Query the optimized data

Crawl transformed data, configure permissions and run queries

We can now configure a Glue crawler to examine the newly written files and create a table in the catalog for us. Once the table is created in the Glue catalog, we will configure Lake Formation permissions to allow our user (lf-admin) to read from this table. We can then use Athena to run queries on the transformed dataset.

  1. In the AWS management console, navigate to the AWS Glue service.

  2. On the left-hand side, click on Crawlers, and then Add crawler

  3. Provide a unique name for Crawler name, such as Transformed customer data crawler, then click Next

  4. For Specify crawler source type, leave Data stores selected and click Next

  5. For Add a data store, under Include path, click the folder icon and then expand the bucket starting with lf-data-lake-bucket-, expand the prefix transformed, then click the selector next to customers and click on Select Glue Crawler - Choose S3 path

  6. Do not specify any Exclude patterns, just click Next

  7. For Add another data store, leave No selected and click Next

  8. For Choose an IAM Role, select Choose an existing IAM role, and from the drop-down select LF-GlueServiceRole then click Next

  9. For Frequency, leave Run on demand selected and click Next

  10. On the Configure the crawler’s output for Database select tpc, and then click Next

  11. Review the summary information, and then click Finish

  12. On the Crawlers page select the checkbox for your newly created crawler (such as Transformed customer data crawler) and then click Run crawler

  13. Once the crawler has completed running, we need to add Lake Formation permissions on this table, so navigate to the Lake Formation service in the AWS management console.

  14. On the left-hand side click on Tables, and then click the selector next to the customers table and click Actions / Grant. Lake Formation Permissions

  15. For IAM users and roles, select lf-admin and for Table permissions mark the tick box for Select permissions and then click Grant Lake Formation Permissions Grant

  16. Navigate to the Athena service in the AWS management console and run the following query: select * from customers

    Note the amount of data scanned and the time it takes to run. Athena - Query on unoptimized dataset

  17. Now you can run the following optimized query which selects only the specific columns our marketing department needs for their campaign (name and email address) and targets a specific state and location type.

    select first_name, last_name, salutation, email_address from customers where state like 'TX' and location_type like 'condo'

    With this query Athena needs to read less data as we have specified columns (and Parquet files are column optimized), and Athena only needs to read the files in the S3 prefixes that match our WHERE clause because we partitioned our data by state and location type.

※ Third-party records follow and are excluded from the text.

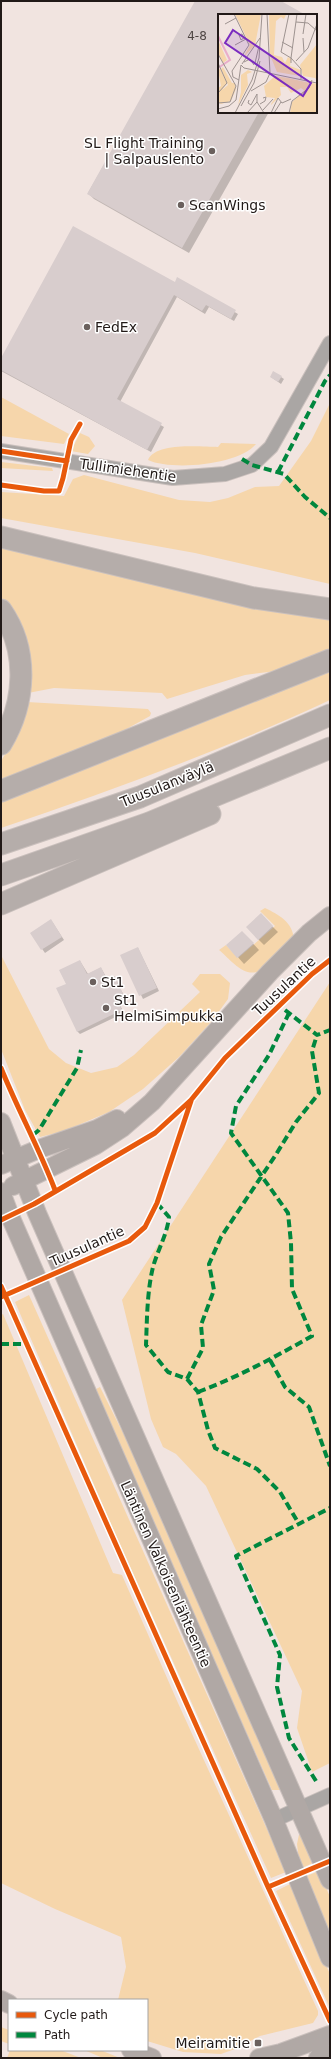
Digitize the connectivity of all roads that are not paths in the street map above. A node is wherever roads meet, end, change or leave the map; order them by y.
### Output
1 (330, 343) edge
2 (1, 451) edge
3 (1, 537) edge
4 (330, 609) edge
5 (1, 610) edge
6 (330, 660) edge
7 (330, 715) edge
8 (1, 744) edge
9 (330, 748) edge
10 (296, 763) junction
11 (1, 791) edge
12 (1, 844) edge
13 (1, 875) edge
14 (1, 904) edge
15 (330, 916) edge
16 (330, 931) edge
17 (256, 990) junction
18 (152, 1102) junction
19 (1, 1122) edge
20 (8, 1162) edge
21 (24, 1182) junction
22 (1, 1191) edge
23 (330, 1795) edge
24 (299, 1809) junction
25 (274, 1820) junction
26 (330, 1880) edge
27 (330, 1958) edge
28 (330, 2035) edge
29 (133, 2051) edge
30 (330, 2054) edge
31 (152, 2058) edge
32 (259, 2058) edge
33 (318, 2058) edge

1 - 2 street, Tullimiehentie
3 - 4 highway
5 - 8 highway
6 - 11 highway
7 - 12 highway, Tuusulanväylä
9 - 10 highway, Tuusulanväylä
10 - 13 highway, Tuusulanväylä
10 - 14 highway
15 - 17 main road, Tuusulantie
16 - 17 main road, Tuusulantie
17 - 18 main road, Tuusulantie
18 - 20 main road, Tuusulantie
18 - 21 main road, Tuusulantie
19 - 20 main road, Läntinen Valkoisenlähteentie
20 - 21 main road, Läntinen Valkoisenlähteentie
21 - 22 main road, Tuusulantie
21 - 24 main road, Läntinen Valkoisenlähteentie
22 - 25 main road, Läntinen Valkoisenlähteentie
23 - 24 street
24 - 25 street
24 - 26 main road, Läntinen Valkoisenlähteentie
25 - 27 main road, Läntinen Valkoisenlähteentie
28 - 32 main road
29 - 31 main road
30 - 33 main road

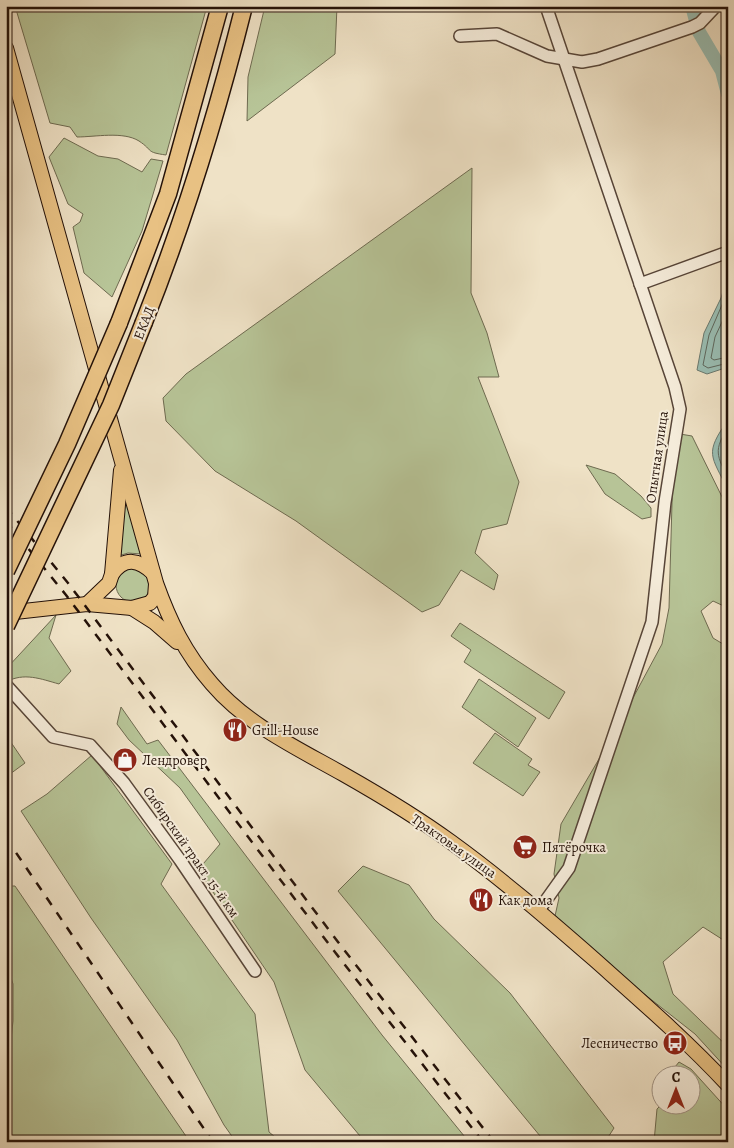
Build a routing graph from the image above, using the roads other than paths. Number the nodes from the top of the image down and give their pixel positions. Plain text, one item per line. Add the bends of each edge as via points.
1 (220, 6) edge
2 (244, 6) edge
3 (546, 6) edge
4 (716, 6) edge
5 (460, 36) dead end
6 (6, 48) edge
7 (565, 61) junction
8 (728, 252) edge
9 (640, 284) junction
10 (122, 462) junction
11 (6, 571) edge
12 (155, 578) junction
13 (110, 579) junction
14 (87, 604) junction
15 (129, 608) junction
16 (6, 613) edge
17 (6, 626) edge
18 (186, 651) junction
19 (6, 685) edge
20 (539, 910) junction
21 (255, 971) dead end
22 (728, 1085) edge

1 - 11 highway, ЕКАД, bridge via 168,194 119,323 67,444
2 - 17 highway, ЕКАД, bridge via 199,172 176,240 111,405
3 - 7 street, Опытная улица
4 - 7 street via 696,25 598,59
5 - 7 street via 497,34
6 - 10 main road
7 - 9 street, Опытная улица
8 - 9 street
9 - 20 street, Опытная улица via 676,388 680,410 665,502 652,622 569,868
10 - 12 main road
10 - 13 main road
12 - 13 main road via 142,563 135,561 116,567
12 - 15 main road via 155,597 150,603
12 - 18 main road via 170,623
13 - 14 main road
13 - 15 main road via 114,598
14 - 15 main road
14 - 16 main road
15 - 18 main road via 154,622
18 - 20 main road, Трактовая улица via 213,685 243,714 450,841
19 - 21 street, Сибирский тракт, 15-й км via 53,737 90,745 124,783
20 - 22 main road, Трактовая улица via 687,1042

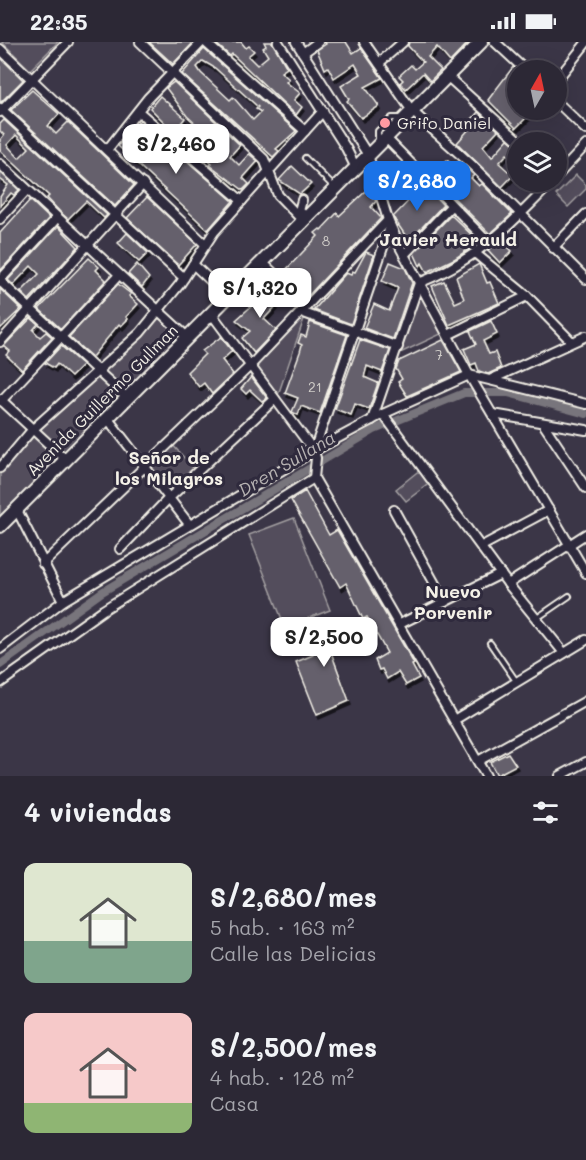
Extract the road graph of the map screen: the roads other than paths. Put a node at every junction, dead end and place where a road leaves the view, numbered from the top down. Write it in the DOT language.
graph roads {
  1 [pos="68,42"];
  2 [pos="140,42"];
  3 [pos="202,42"];
  4 [pos="278,42"];
  5 [pos="296,42"];
  6 [pos="318,42"];
  7 [pos="364,42"];
  8 [pos="403,42"];
  9 [pos="481,42"];
  10 [pos="495,42"];
  11 [pos="586,43"];
  12 [pos="0,50"];
  13 [pos="579,52"];
  14 [pos="303,53"];
  15 [pos="586,59"];
  16 [pos="514,60"];
  17 [pos="379,63"];
  18 [pos="567,67"];
  19 [pos="172,73"];
  20 [pos="447,76"];
  21 [pos="30,79"];
  22 [pos="1,110"];
  23 [pos="138,111"];
  24 [pos="323,111"];
  25 [pos="567,111"];
  26 [pos="409,115"];
  27 [pos="586,130"];
  28 [pos="305,132"];
  29 [pos="509,132"];
  30 [pos="586,145"];
  31 [pos="377,146"];
  32 [pos="107,150"];
  33 [pos="305,158"];
  34 [pos="0,164"];
  35 [pos="567,165"];
  36 [pos="356,168"];
  37 [pos="269,173"];
  38 [pos="143,184"];
  39 [pos="335,189"];
  40 [pos="27,190"];
  41 [pos="542,192"];
  42 [pos="302,200"];
  43 [pos="242,201"];
  44 [pos="451,206"];
  45 [pos="521,214"];
  46 [pos="586,214"];
  47 [pos="115,216"];
  48 [pos="57,218"];
  49 [pos="0,219"];
  50 [pos="305,219"];
  51 [pos="389,223"];
  52 [pos="489,243"];
  53 [pos="205,244"];
  54 [pos="87,247"];
  55 [pos="553,248"];
  56 [pos="476,254"];
  57 [pos="404,255"];
  58 [pos="262,262"];
  59 [pos="193,264"];
  60 [pos="118,276"];
  61 [pos="184,278"];
  62 [pos="586,279"];
  63 [pos="0,280"];
  64 [pos="419,283"];
  65 [pos="236,288"];
  66 [pos="527,296"];
  67 [pos="304,309"];
  68 [pos="30,310"];
  69 [pos="158,312"];
  70 [pos="211,314"];
  71 [pos="356,332"];
  72 [pos="448,335"];
  73 [pos="586,336"];
  74 [pos="187,338"];
  75 [pos="60,339"];
  76 [pos="0,342"];
  77 [pos="572,342"];
  78 [pos="398,347"];
  79 [pos="250,366"];
  80 [pos="96,371"];
  81 [pos="471,378"];
  82 [pos="492,379"];
  83 [pos="127,398"];
  84 [pos="275,399"];
  85 [pos="1,400"];
  86 [pos="584,402"];
  87 [pos="493,414"];
  88 [pos="384,416"];
  89 [pos="108,418"];
  90 [pos="372,420"];
  91 [pos="544,425"];
  92 [pos="32,430"];
  93 [pos="586,430"];
  94 [pos="315,455"];
  95 [pos="66,460"];
  96 [pos="2,462"];
  97 [pos="143,466"];
  98 [pos="314,477"];
  99 [pos="586,488"];
  100 [pos="168,499"];
  101 [pos="16,510"];
  102 [pos="394,510"];
  103 [pos="549,510"];
  104 [pos="189,524"];
  105 [pos="0,526"];
  106 [pos="586,534"];
  107 [pos="569,544"];
  108 [pos="482,546"];
  109 [pos="120,549"];
  110 [pos="43,564"];
  111 [pos="586,573"];
  112 [pos="501,574"];
  113 [pos="508,584"];
  114 [pos="569,596"];
  115 [pos="63,601"];
  116 [pos="445,602"];
  117 [pos="537,618"];
  118 [pos="400,624"];
  119 [pos="586,640"];
  120 [pos="490,643"];
  121 [pos="0,649"];
  122 [pos="564,654"];
  123 [pos="517,682"];
  124 [pos="0,683"];
  125 [pos="586,701"];
  126 [pos="454,720"];
  127 [pos="478,761"];
  128 [pos="586,762"];
  129 [pos="484,775"];
  130 [pos="560,776"];
  1 -- 21 [label="street"];
  2 -- 19 [label="street"];
  3 -- 19 [label="street"];
  3 -- 28 [label="street"];
  4 -- 24 [label="street"];
  5 -- 14 [label="street"];
  6 -- 14 [label="street"];
  7 -- 17 [label="street"];
  8 -- 17 [label="street"];
  9 -- 20 [label="main road, Avenida Guillermo Gullman"];
  10 -- 16 [label="street"];
  11 -- 13 [label="street"];
  12 -- 21 [label="street"];
  13 -- 15 [label="street"];
  13 -- 18 [label="street"];
  14 -- 31 [label="street"];
  17 -- 26 [label="street"];
  19 -- 23 [label="street"];
  19 -- 37 [label="street"];
  20 -- 26 [label="main road, Avenida Guillermo Gullman"];
  20 -- 29 [label="street"];
  21 -- 22 [label="street"];
  21 -- 32 [label="street"];
  22 -- 47 [label="street"];
  23 -- 32 [label="street"];
  23 -- 43 [label="street"];
  24 -- 28 [label="street"];
  24 -- 36 [label="street"];
  25 -- 27 [label="street"];
  26 -- 31 [label="main road, Avenida Guillermo Gullman"];
  26 -- 45 [label="street"];
  28 -- 37 [label="street"];
  30 -- 35 [label="street"];
  31 -- 36 [label="main road, Avenida Guillermo Gullman"];
  31 -- 44 [label="street"];
  31 -- 51 [label="street"];
  32 -- 38 [label="street"];
  33 -- 39 [label="lane"];
  34 -- 40 [label="street"];
  36 -- 39 [label="main road, Avenida Guillermo Gullman"];
  37 -- 43 [label="street"];
  37 -- 50 [label="street"];
  38 -- 47 [label="street"];
  38 -- 53 [label="street"];
  39 -- 50 [label="main road, Avenida Guillermo Gullman"];
  40 -- 48 [label="street"];
  40 -- 49 [label="street"];
  41 -- 45 [label="street"];
  42 -- 50 [label="street"];
  43 -- 53 [label="street"];
  44 -- 52 [label="street"];
  44 -- 57 [label="street"];
  45 -- 52 [label="street"];
  45 -- 55 [label="street"];
  46 -- 55 [label="street"];
  47 -- 54 [label="street"];
  47 -- 61 [label="street"];
  48 -- 54 [label="street"];
  48 -- 63 [label="street"];
  50 -- 58 [label="main road, Avenida Guillermo Gullman"];
  51 -- 57 [label="street"];
  51 -- 67 [label="street"];
  51 -- 71 [label="street"];
  52 -- 56 [label="street"];
  53 -- 59 [label="street"];
  54 -- 60 [label="street"];
  54 -- 68 [label="street"];
  55 -- 62 [label="street"];
  56 -- 64 [label="street"];
  56 -- 66 [label="street"];
  57 -- 64 [label="street"];
  58 -- 65 [label="main road, Avenida Guillermo Gullman"];
  58 -- 67 [label="street"];
  59 -- 61 [label="street"];
  59 -- 65 [label="street"];
  60 -- 69 [label="street"];
  60 -- 75 [label="street"];
  61 -- 69 [label="street"];
  63 -- 68 [label="street"];
  64 -- 72 [label="street"];
  64 -- 78 [label="street"];
  65 -- 70 [label="main road, Avenida Guillermo Gullman"];
  66 -- 72 [label="street"];
  66 -- 77 [label="street"];
  67 -- 71 [label="street"];
  67 -- 79 [label="street"];
  68 -- 75 [label="street"];
  68 -- 76 [label="street"];
  69 -- 74 [label="street"];
  69 -- 80 [label="street"];
  70 -- 74 [label="main road, Avenida Guillermo Gullman"];
  70 -- 79 [label="street"];
  71 -- 78 [label="street"];
  71 -- 94 [label="street"];
  72 -- 81 [label="street"];
  73 -- 77 [label="street"];
  74 -- 83 [label="main road, Avenida Guillermo Gullman"];
  75 -- 80 [label="street"];
  75 -- 85 [label="street"];
  77 -- 82 [label="street"];
  78 -- 90 [label="street"];
  79 -- 84 [label="street"];
  79 -- 97 [label="street"];
  80 -- 83 [label="street"];
  80 -- 92 [label="street"];
  81 -- 82 [label="street"];
  81 -- 87 [label="street"];
  81 -- 88 [label="street"];
  82 -- 86 [label="street"];
  83 -- 89 [label="main road, Avenida Guillermo Gullman"];
  84 -- 94 [label="street"];
  84 -- 100 [label="street"];
  85 -- 92 [label="street"];
  87 -- 91 [label="street"];
  87 -- 103 [label="street"];
  88 -- 90 [label="street"];
  88 -- 108 [label="street"];
  89 -- 95 [label="main road, Avenida Guillermo Gullman"];
  89 -- 97 [label="street"];
  90 -- 94 [label="street"];
  91 -- 93 [label="street"];
  91 -- 99 [label="street"];
  92 -- 95 [label="street"];
  92 -- 96 [label="street"];
  94 -- 98 [label="street"];
  94 -- 104 [label="street"];
  95 -- 101 [label="main road, Avenida Guillermo Gullman"];
  97 -- 100 [label="street"];
  97 -- 110 [label="street"];
  98 -- 118 [label="street"];
  98 -- 124 [label="street"];
  100 -- 104 [label="street"];
  100 -- 109 [label="street"];
  101 -- 105 [label="main road, Avenida Guillermo Gullman"];
  101 -- 110 [label="street"];
  102 -- 116 [label="street"];
  103 -- 107 [label="street"];
  103 -- 108 [label="street"];
  104 -- 115 [label="street"];
  106 -- 107 [label="street"];
  107 -- 111 [label="street"];
  107 -- 113 [label="street"];
  108 -- 112 [label="street"];
  110 -- 115 [label="street"];
  112 -- 113 [label="street"];
  112 -- 116 [label="street"];
  113 -- 117 [label="street"];
  114 -- 117 [label="lane"];
  115 -- 121 [label="street"];
  116 -- 118 [label="street"];
  117 -- 122 [label="street"];
  118 -- 126 [label="street"];
  119 -- 122 [label="street"];
  120 -- 123 [label="lane"];
  122 -- 123 [label="street"];
  123 -- 126 [label="street"];
  125 -- 127 [label="street"];
  126 -- 127 [label="street"];
  127 -- 129 [label="street"];
  128 -- 130 [label="street"];
}
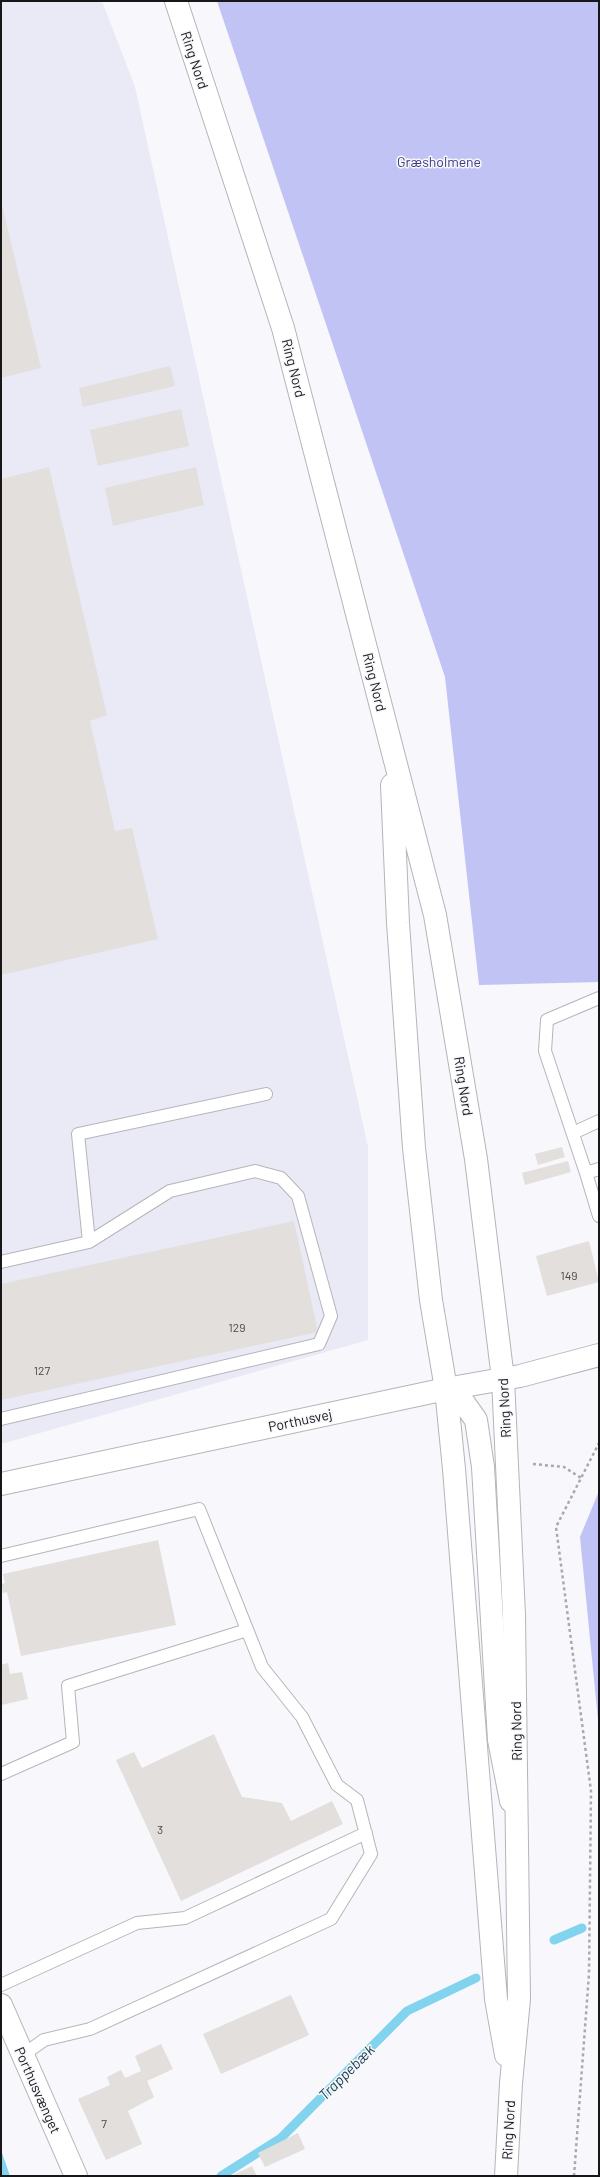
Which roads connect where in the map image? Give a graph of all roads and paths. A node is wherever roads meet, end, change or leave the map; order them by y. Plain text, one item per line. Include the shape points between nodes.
1 (176, 1) edge
2 (390, 742) junction
3 (599, 998) edge
4 (266, 1094) dead end
5 (599, 1121) edge
6 (573, 1133) junction
7 (599, 1169) edge
8 (586, 1173) junction
9 (599, 1216) edge
10 (89, 1242) junction
11 (1, 1262) edge
12 (599, 1355) edge
13 (503, 1379) junction
14 (446, 1389) junction
15 (1, 1419) edge
16 (599, 1443) edge
17 (1, 1484) edge
18 (1, 1556) edge
19 (247, 1630) junction
20 (1, 1774) edge
21 (366, 1833) junction
22 (517, 1835) junction
23 (1, 1985) edge
24 (1, 2005) edge
25 (23, 2055) junction
26 (511, 2083) junction
27 (76, 2176) edge
28 (506, 2176) edge
29 (574, 2176) edge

    Athena - Query on optimized dataset

    By selecting the specific columns we needed, and by querying with a WHERE clause that matched our partitioning structure, the amount of data scanned was less than 1% of the original select * query. In this lab we are working with a very small dataset, but this illustrates the type of performance improvement that you could achieve on much larger datasets by using optimized file formats and partitioning.